::: DATA
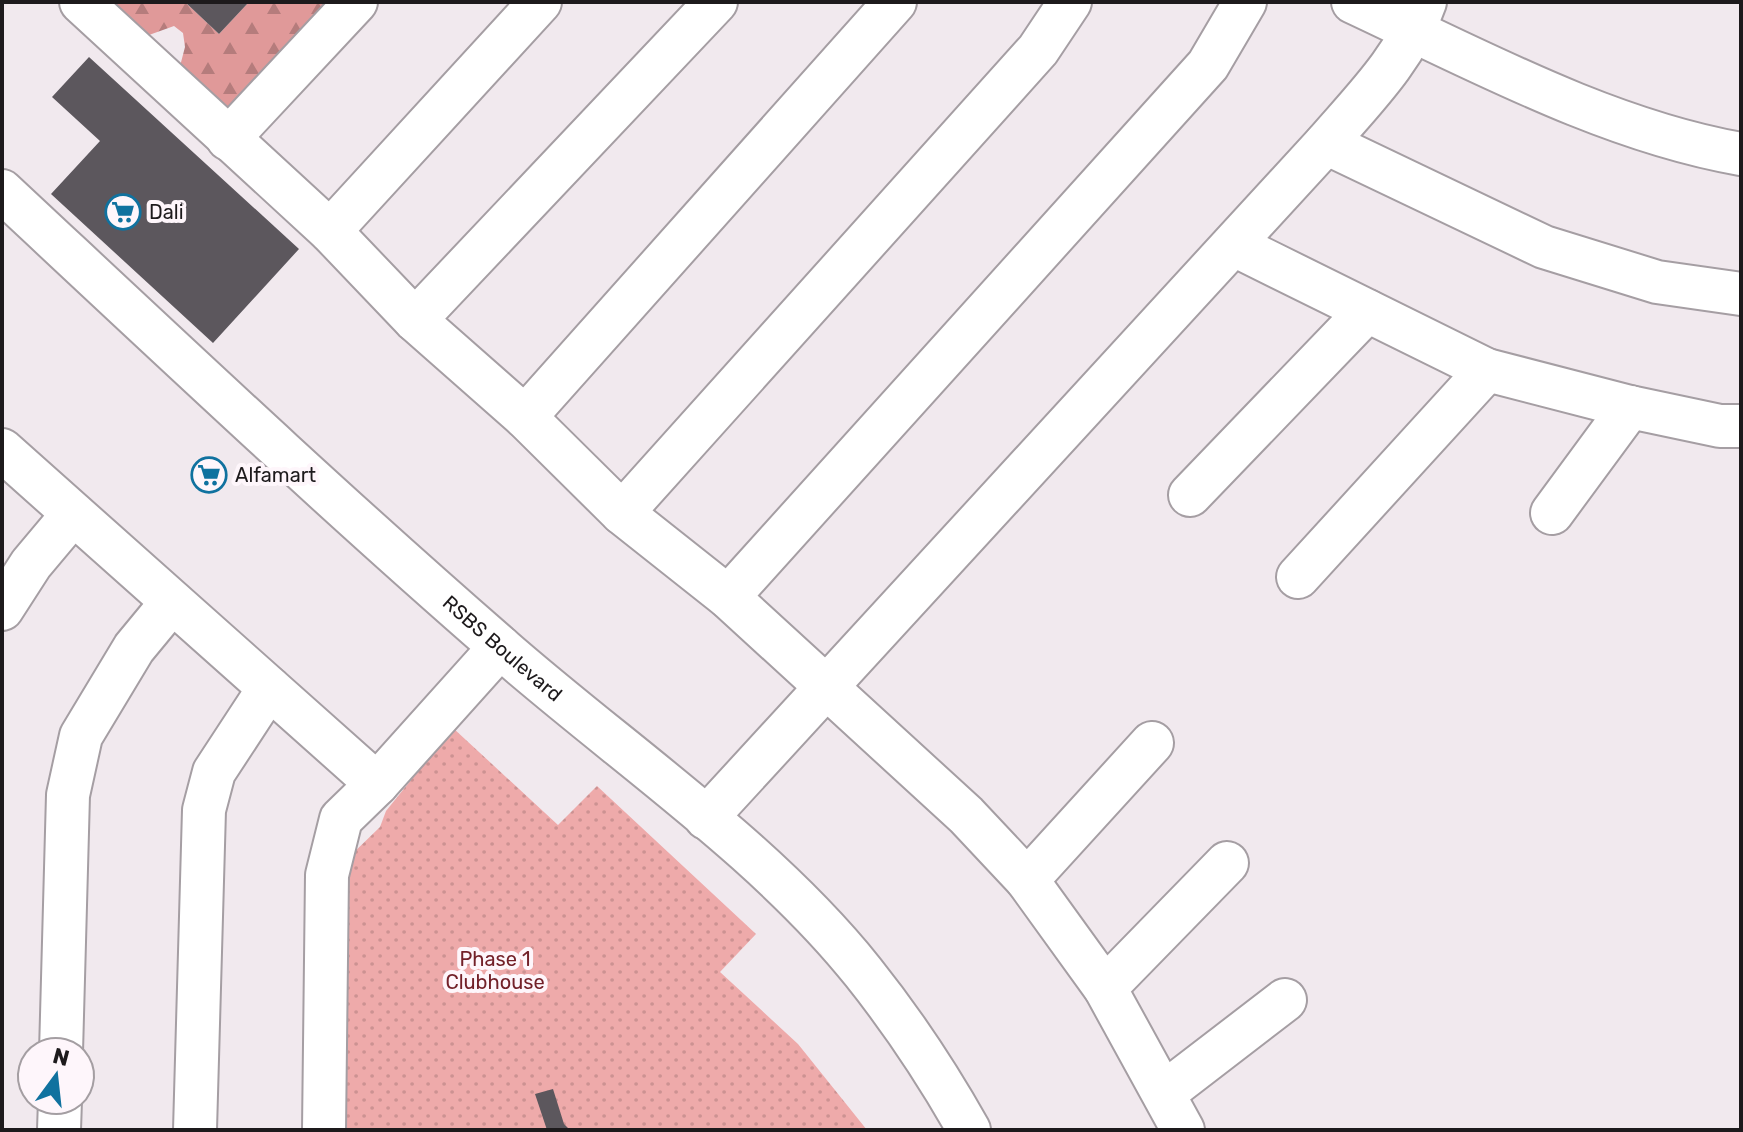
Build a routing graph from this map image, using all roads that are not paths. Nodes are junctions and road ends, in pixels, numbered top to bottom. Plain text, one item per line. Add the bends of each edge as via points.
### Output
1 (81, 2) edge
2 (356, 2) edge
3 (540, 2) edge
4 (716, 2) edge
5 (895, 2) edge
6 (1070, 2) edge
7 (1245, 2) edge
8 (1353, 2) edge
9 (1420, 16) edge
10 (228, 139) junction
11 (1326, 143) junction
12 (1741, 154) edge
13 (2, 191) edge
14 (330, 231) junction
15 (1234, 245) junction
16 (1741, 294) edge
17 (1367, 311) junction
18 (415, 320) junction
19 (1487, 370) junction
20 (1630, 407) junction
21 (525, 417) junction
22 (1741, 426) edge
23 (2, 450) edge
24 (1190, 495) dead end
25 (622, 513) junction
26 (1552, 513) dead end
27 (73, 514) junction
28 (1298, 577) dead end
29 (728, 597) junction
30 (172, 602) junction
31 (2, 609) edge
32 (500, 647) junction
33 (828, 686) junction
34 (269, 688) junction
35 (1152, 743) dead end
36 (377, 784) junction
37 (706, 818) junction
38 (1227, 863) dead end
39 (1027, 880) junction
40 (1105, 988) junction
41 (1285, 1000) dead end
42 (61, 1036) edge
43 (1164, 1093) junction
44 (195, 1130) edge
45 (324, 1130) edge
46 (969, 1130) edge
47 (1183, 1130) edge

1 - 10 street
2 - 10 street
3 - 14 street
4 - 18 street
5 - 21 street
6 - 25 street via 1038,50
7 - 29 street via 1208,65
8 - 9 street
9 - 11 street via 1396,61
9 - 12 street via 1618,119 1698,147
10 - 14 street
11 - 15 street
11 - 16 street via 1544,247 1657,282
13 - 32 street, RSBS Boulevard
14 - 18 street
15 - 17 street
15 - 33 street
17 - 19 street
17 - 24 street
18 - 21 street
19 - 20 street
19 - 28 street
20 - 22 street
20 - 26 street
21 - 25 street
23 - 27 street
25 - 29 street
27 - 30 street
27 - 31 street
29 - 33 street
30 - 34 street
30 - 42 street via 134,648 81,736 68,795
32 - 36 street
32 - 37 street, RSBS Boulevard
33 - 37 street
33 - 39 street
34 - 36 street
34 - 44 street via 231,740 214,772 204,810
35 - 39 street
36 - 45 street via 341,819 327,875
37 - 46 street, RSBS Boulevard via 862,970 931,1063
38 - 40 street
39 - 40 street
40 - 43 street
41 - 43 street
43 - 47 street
::::::
::: DATA
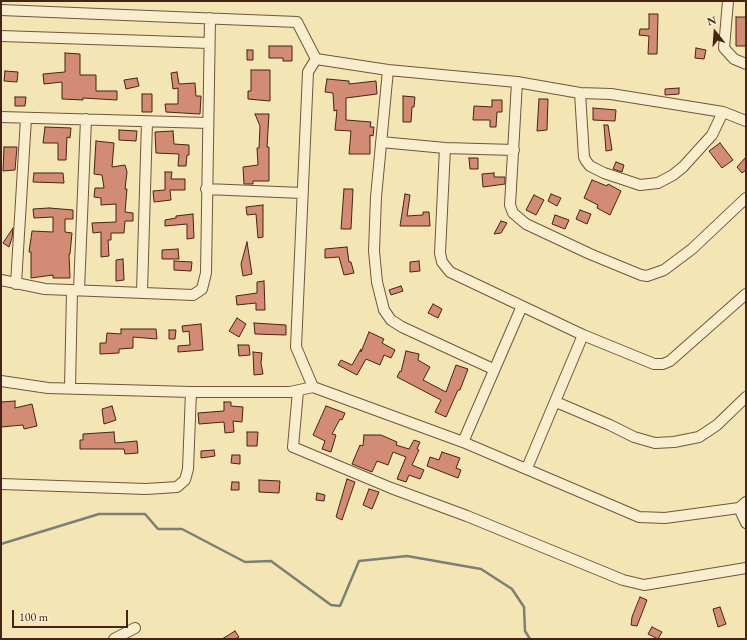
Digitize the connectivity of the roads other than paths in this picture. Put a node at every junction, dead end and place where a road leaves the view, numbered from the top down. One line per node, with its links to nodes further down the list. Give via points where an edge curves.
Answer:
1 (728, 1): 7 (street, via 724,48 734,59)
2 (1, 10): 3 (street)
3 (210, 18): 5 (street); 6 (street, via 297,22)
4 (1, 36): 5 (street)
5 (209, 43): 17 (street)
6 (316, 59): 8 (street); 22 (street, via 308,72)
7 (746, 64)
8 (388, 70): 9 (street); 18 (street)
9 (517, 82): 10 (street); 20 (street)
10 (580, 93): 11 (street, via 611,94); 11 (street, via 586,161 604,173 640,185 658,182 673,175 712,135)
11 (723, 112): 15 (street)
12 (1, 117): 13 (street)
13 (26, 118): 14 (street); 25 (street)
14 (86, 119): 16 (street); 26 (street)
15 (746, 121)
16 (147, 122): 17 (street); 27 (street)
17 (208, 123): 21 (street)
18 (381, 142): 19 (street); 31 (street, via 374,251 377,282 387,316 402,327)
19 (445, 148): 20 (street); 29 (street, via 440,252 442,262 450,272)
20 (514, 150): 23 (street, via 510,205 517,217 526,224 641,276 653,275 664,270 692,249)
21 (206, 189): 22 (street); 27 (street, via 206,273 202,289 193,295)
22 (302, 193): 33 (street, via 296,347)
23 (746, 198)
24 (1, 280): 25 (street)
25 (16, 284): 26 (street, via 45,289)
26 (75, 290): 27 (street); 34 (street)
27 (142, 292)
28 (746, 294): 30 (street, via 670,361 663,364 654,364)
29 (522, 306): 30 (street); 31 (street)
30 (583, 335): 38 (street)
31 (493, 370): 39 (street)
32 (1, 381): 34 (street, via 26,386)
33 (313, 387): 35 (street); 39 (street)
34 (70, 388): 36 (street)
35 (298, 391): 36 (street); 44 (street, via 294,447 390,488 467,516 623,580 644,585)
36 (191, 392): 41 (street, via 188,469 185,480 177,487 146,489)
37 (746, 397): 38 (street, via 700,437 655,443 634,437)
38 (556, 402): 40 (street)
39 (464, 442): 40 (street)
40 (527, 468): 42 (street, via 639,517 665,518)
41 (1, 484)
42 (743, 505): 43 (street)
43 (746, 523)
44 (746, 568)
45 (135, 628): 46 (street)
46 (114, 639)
::::::
WHAT TO DO
In the entries above, find each line containing the string "numbered" and copy it.

SOLUTION
Build a routing graph from this map image, using all roads that are not paths. Nodes are junctions and road ends, in pixels, numbered top to bottom. Plain text, one item per line. Add the bends of each edge as via points.
Digitize the connectivity of the roads other than paths in this picture. Put a node at every junction, dead end and place where a road leaves the view, numbered from the top down. One line per node, with its links to nodes further down the list. Give via points where an edge curves.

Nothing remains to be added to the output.